The Wheatstone project, owned by Chevron Corporation (NYSE:CVX) (San Ramon, California), will process natural gas from the offshore Wheatstone gas field and the nearby Iago gas field at a domestic gas plant and two liquefied natural gas (LNG) trains in Ashburton North, Onslow. Chevron owns the Wheatstone gas field and operates the nearby Iago gas field.
The normal schedule for a FEED contract of this size is about 18 months, and Chevron hopes to make a final decision in 2011. Analysts have predicted a total investment of $30 billion in the project. Construction is expected to take about five years, which would enable production to begin in 2016.
Chevron hopes to process up to 25 million tons of gas from the Wheatstone project. Each of the two LNG trains will have a capacity of 4.3 million tons per year, and the domestic gas plant will produce 200 terajoules per day. The production is destined for both the local Australian market and for the export market.
Competition in the region is growing among the larger oil companies, as natural gas begins to make inroads in their energy mix and Australia surges in gas production statistics.

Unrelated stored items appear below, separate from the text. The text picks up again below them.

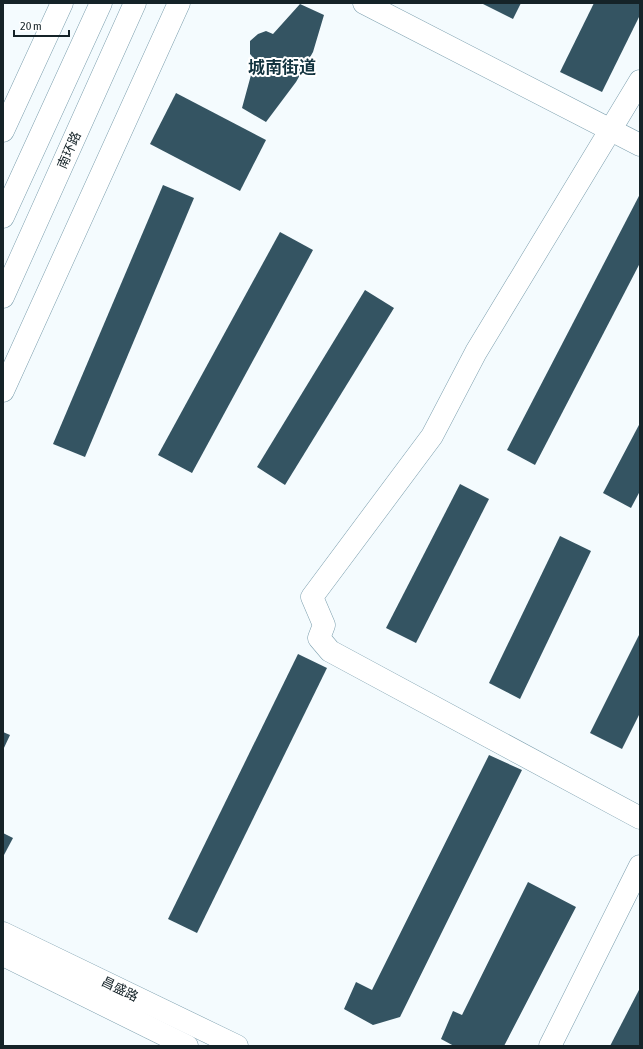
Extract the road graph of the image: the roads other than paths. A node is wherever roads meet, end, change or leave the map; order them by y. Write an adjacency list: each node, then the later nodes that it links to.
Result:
1 (62, 3): 8 (street)
2 (101, 3): 10 (street)
3 (135, 3): 11 (street, 南环路)
4 (179, 3): 12 (street)
5 (364, 3): 7 (street)
6 (640, 81): 7 (street)
7 (610, 130): 9 (street); 13 (street)
8 (3, 131)
9 (640, 145)
10 (3, 217)
11 (3, 297)
12 (3, 391)
13 (640, 818)
14 (640, 866): 19 (street)
15 (3, 933): 18 (street, 昌盛路)
16 (3, 955): 17 (street, 昌盛路)
17 (187, 1046)
18 (236, 1046)
19 (550, 1046)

Chevron is also involved in the Gorgon project, located at Barrow Island, just 100 kilometers north of the Wheatstone site. The firm holds a 50% stake in the Gorgon project, in cooperation with Royal Dutch Shell plc (NYSE:RDS.A) (The Hague, The Netherlands) and Exxon Mobil Corporation (NYSE:XOM) (Irving, Texas), each of which holds a 25% stake. The FEED contract and an option for the engineering, procurement and construction management contract were awarded in 2005 to an unincorporated joint venture, Kellogg Joint Venture-Gorgon (KJVG), owned 30% by KBR Incorporated (NYSE:KBR) (Houston, Texas), 30% by JGC Corporation (TYO:1963) (Tokyo, Japan), and 20% each by Clough Limited (ASX:CLO) (Perth, Western Australia) and Hatch Limited (Calgary, Alberta).
In September last year, KJVG obtained a work authorization permit from Chevron for more than $250 million to finalize the FEED for the project. The facility will consist of three LNG trains, each capable of producing 5 million tons per year of gas, and a gas plant with a capacity of 300 terajoules per day.

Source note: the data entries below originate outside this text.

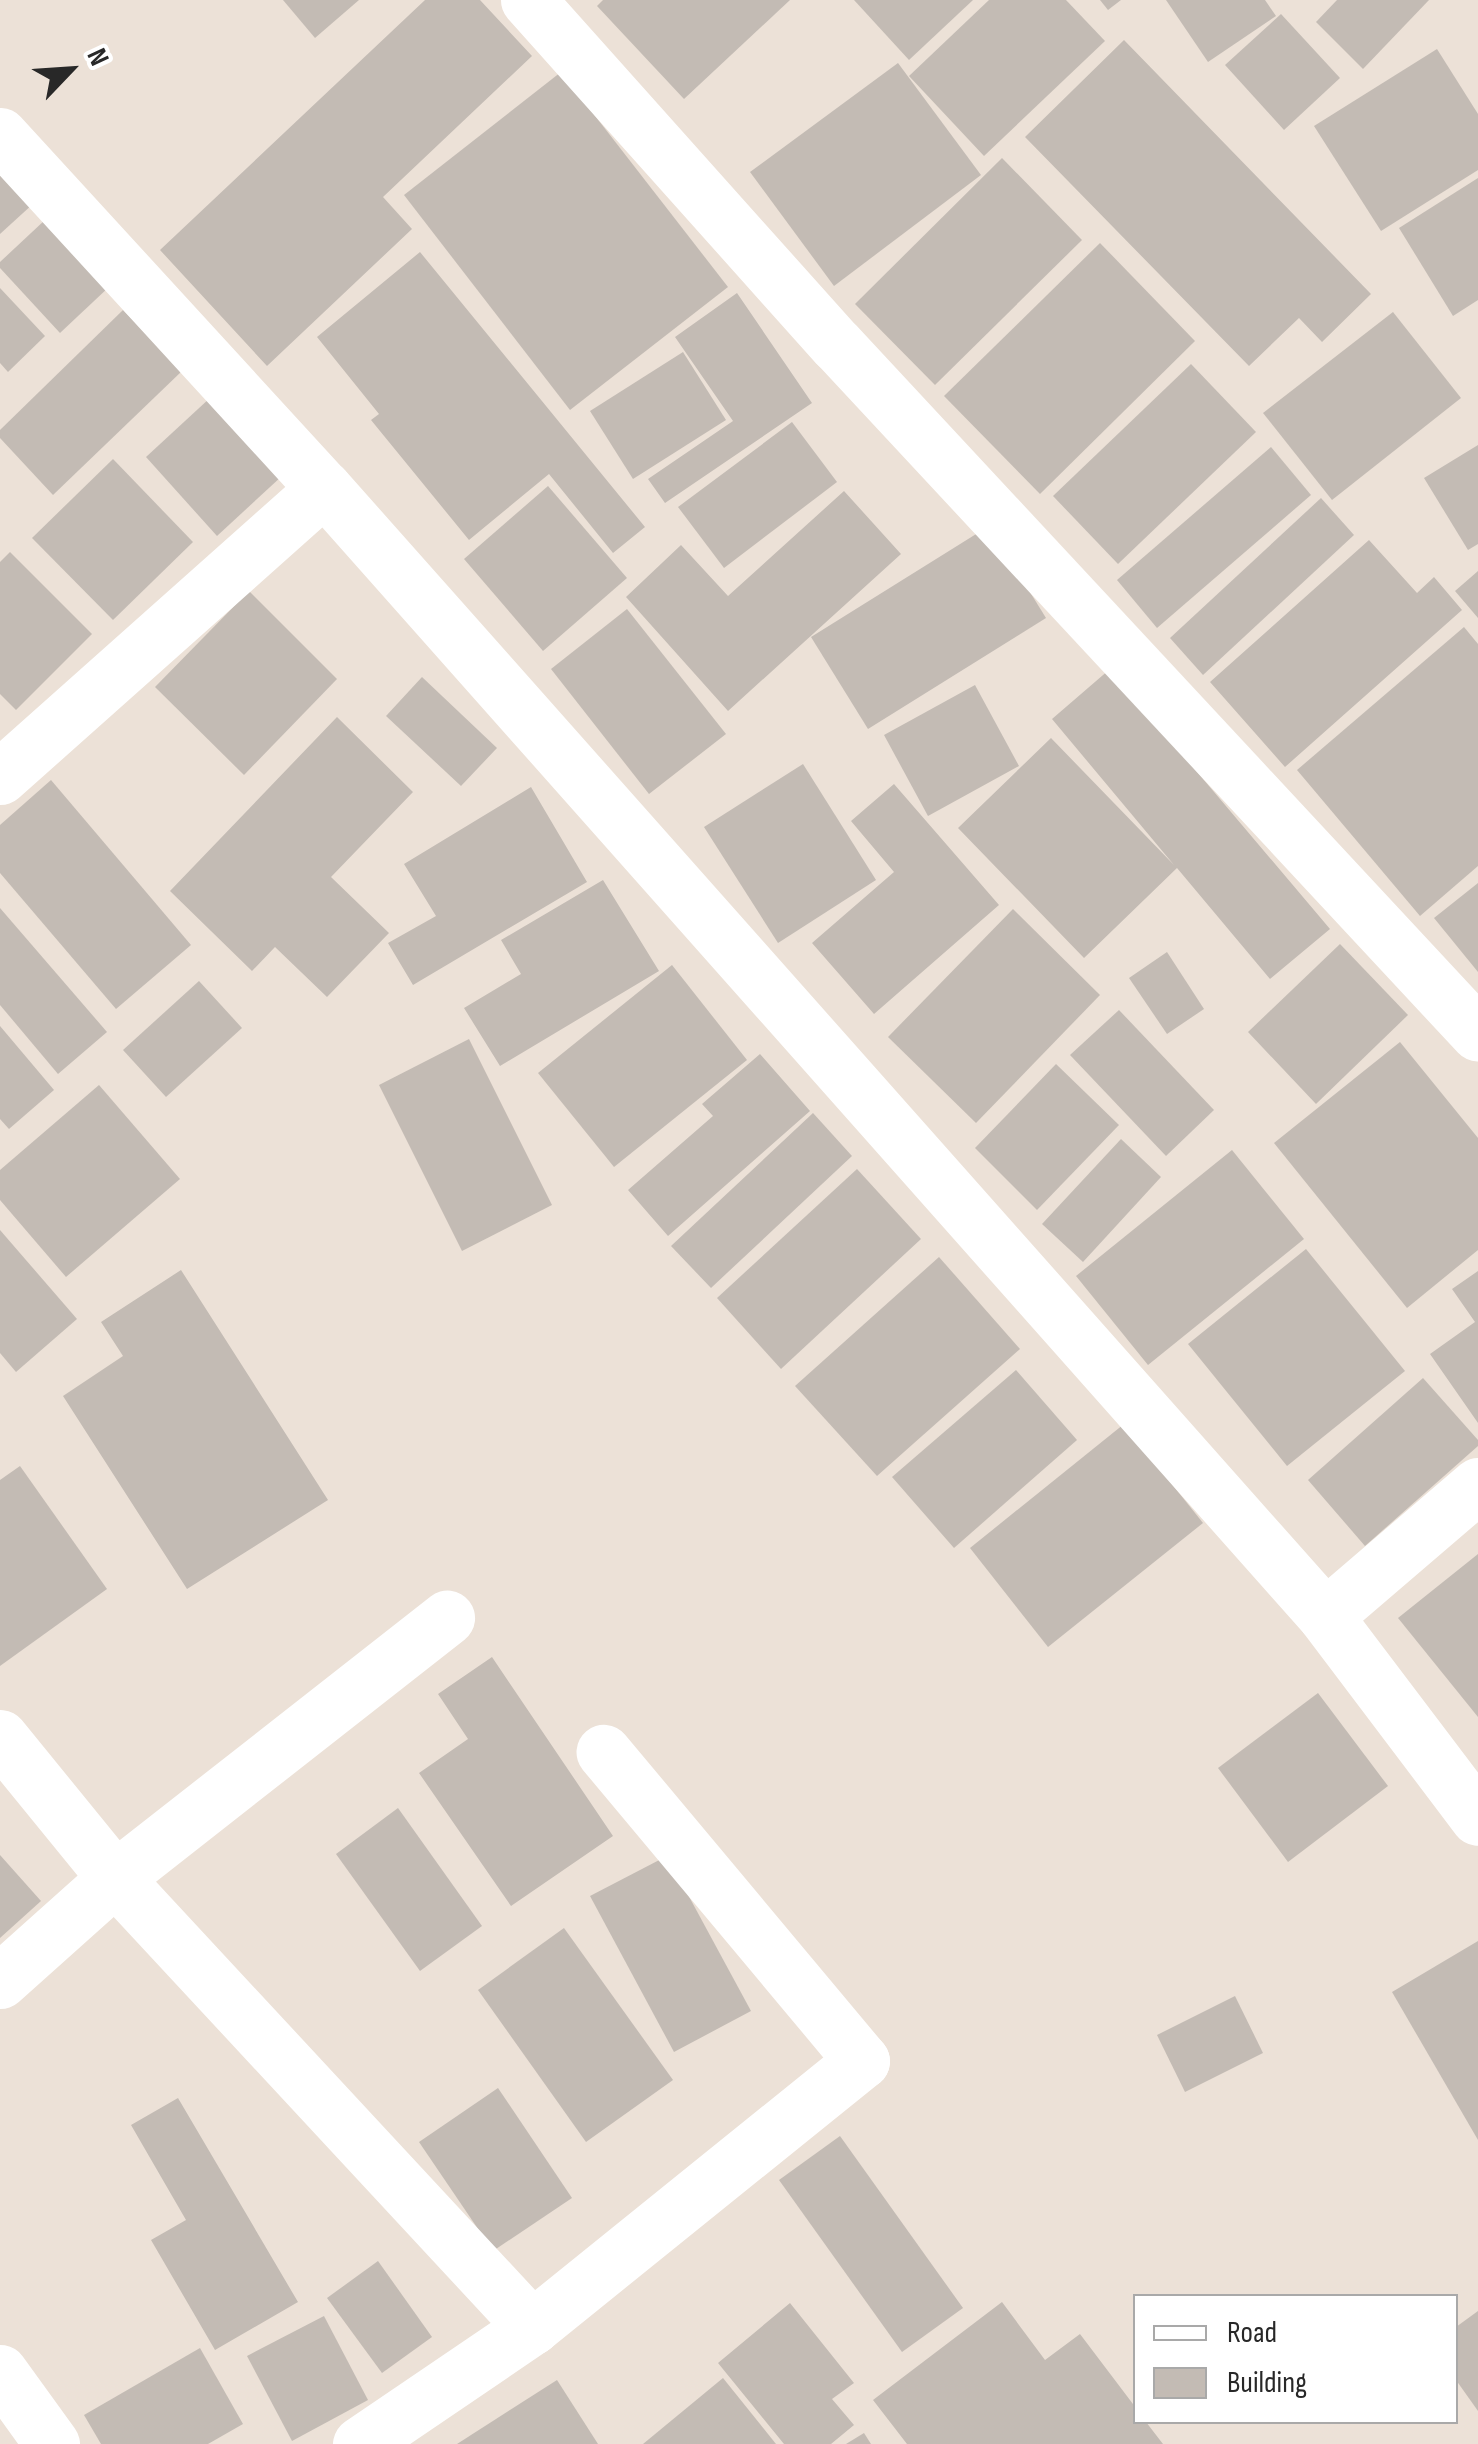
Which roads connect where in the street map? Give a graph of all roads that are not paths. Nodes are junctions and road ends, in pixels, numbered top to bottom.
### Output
1 (528, 0) edge
2 (0, 135) edge
3 (324, 488) junction
4 (0, 778) edge
5 (1478, 1034) edge
6 (1478, 1485) edge
7 (1325, 1616) junction
8 (447, 1618) dead end
9 (0, 1738) edge
10 (604, 1752) dead end
11 (1478, 1818) edge
12 (114, 1878) junction
13 (0, 1981) edge
14 (532, 2326) junction
15 (0, 2372) edge
16 (52, 2444) edge
17 (360, 2444) edge

1 - 5 street
2 - 3 street
3 - 4 street
3 - 7 street
6 - 7 street
7 - 11 street
8 - 12 street
9 - 12 street
10 - 14 street
12 - 13 street
12 - 14 street
14 - 17 street
15 - 16 street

However, Chevron faces strong competition in the region from Woodside Petroleum Limited (ASX:WPL) (Perth, Western Australia), which is hoping to develop a second and third train at its $12 billion Pluto project on the Burrup Peninsula. Woodside is keen to begin the expansion so it can capitalize on potential third-party gas supplies from the developers of the Carnavon Basin, off Dampier.
Both Apache Corporation (NYSE:APA) (Houston, Texas) and Hess Corporation (NYSE:HES) (New York, New York) have indicated they are looking for processors for the Carnavon gas, with the construction timetables of the proposed facilities being a critical factor governing their decisions.